Apple just announced the MacBook Neo, its cheapest laptop ever at $599, powered by the A18 Pro, the same chip inside the iPhone 16 Pro. On paper, that sounds like a cost-cutting move. But dig a little deeper and it reveals something bigger. Apple vertical integration makes the MacBook Neo possible in a way that no competitor can simply replicate.
It starts with the hardware

Apple’s A-series and M-series chips share the same ARM64 foundation, the same custom CPU design, the same unified memory architecture, and the same Neural Engine. The M-series is essentially a scaled-up version of the A-series with more cores, more memory bandwidth, and extra hardware for professional workloads. So when Apple dropped an iPhone chip into a laptop running full macOS, it worked. Not because of clever engineering on the fly, but because the hardware was never really the barrier.
Qualcomm follows a similar pattern with its Snapdragon mobile and PC chips, both running on the ARM architecture. But to build competitive PC-class ARM cores, Qualcomm had to acquire Nuvia, a startup founded by ex-Apple chip engineers. That move signals just how far behind Qualcomm was starting from. You don’t hire away the people who built the thing you’re trying to beat unless you know you can’t get there on your own.
The software side is where it gets interesting

The OS is where Apple draws its product lines, not the silicon. iOS lacks the macOS frameworks and APIs that desktop apps are built on, so the boundary between iPhone and Mac software is a deliberate design choice. Not a hardware limitation. When Apple announced the move from Intel to its own chips in 2020, it revealed that macOS had been quietly co-compiled for ARM chips for over seven years in preparation.
Then Rosetta 2 filled the gap for older apps that hadn’t been updated yet. It worked as a behind-the-scenes translator that let Intel-built software run on the new chips automatically, requiring almost no effort from users. It worked far better than Microsoft’s equivalent on Windows ARM has managed.
That’s the part Qualcomm, Microsoft, and Google struggle to match. Qualcomm makes chips but doesn’t own the OS on either side of the equation. Microsoft owns Windows but doesn’t design chips or control the broader app ecosystem. Google owns Android but doesn’t make PC hardware or a full desktop operating system. Apple is the only player controlling the chip, the OS, the developer tools, and the first-party apps all at once. This was a transition that took the Windows ARM ecosystem years of painful, incremental progress. Yet it was something Apple managed to pull off cleanly in a single product cycle.
A real advantage with a real ceiling

None of this means macOS is going to take over the world. Windows holds around 71% of the global desktop market.
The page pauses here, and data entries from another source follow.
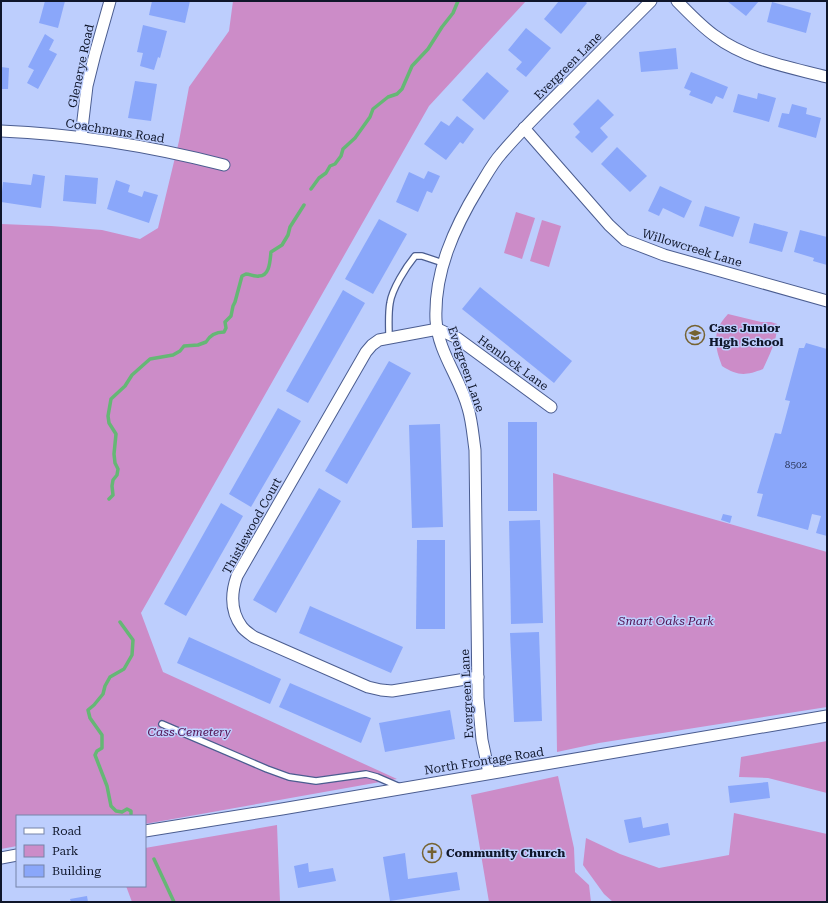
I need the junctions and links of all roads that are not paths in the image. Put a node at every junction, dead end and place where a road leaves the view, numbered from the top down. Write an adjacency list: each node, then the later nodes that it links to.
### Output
1 (110, 1): 7 (street, Glenerye Road)
2 (651, 1): 5 (street, Evergreen Lane)
3 (677, 1): 4 (street)
4 (827, 77)
5 (524, 128): 9 (street, Evergreen Lane); 10 (street, Willowcreek Lane)
6 (1, 131): 7 (street, Coachmans Road)
7 (81, 137): 8 (street, Coachmans Road)
8 (224, 165)
9 (443, 263): 11 (street, Evergreen Lane); 12 (lane)
10 (827, 301)
11 (438, 329): 12 (street, Thistlewood Court); 13 (street, Hemlock Lane); 14 (street, Evergreen Lane)
12 (389, 338): 14 (street, Thistlewood Court)
13 (551, 407)
14 (478, 677): 17 (street, Evergreen Lane)
15 (827, 716): 17 (street, North Frontage Road)
16 (162, 724): 18 (lane)
17 (489, 773): 18 (street, North Frontage Road)
18 (402, 788): 19 (street, North Frontage Road)
19 (146, 831)
20 (16, 855): 21 (street)
21 (1, 858)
There are also entire industries locked into software and workflows that macOS simply doesn’t support. For IT departments managing hundreds of Windows machines, or professionals relying on tools with no macOS equivalent, a $599 Apple laptop doesn’t change much. That being said, the Android PC project Google is building with Qualcomm is also worth watching.
On paper, it combines Google’s OS and app ecosystem with Qualcomm’s ARM chips. This brings them closer to Apple’s model than either company could manage alone. But that’s also the problem. It only works as long as the partnership does. A shift in strategy, a falling out, or a change in priorities at either company could derail the whole thing. Apple doesn’t have that problem because it doesn’t have a partner to fall out with.
Apple vertical integration is a real advantage. Whether it matters to you depends entirely on whether macOS works for what you actually do. For the growing number of people it does work for. And the MacBook Neo is a pretty clear demonstration of what that advantage looks like in practice.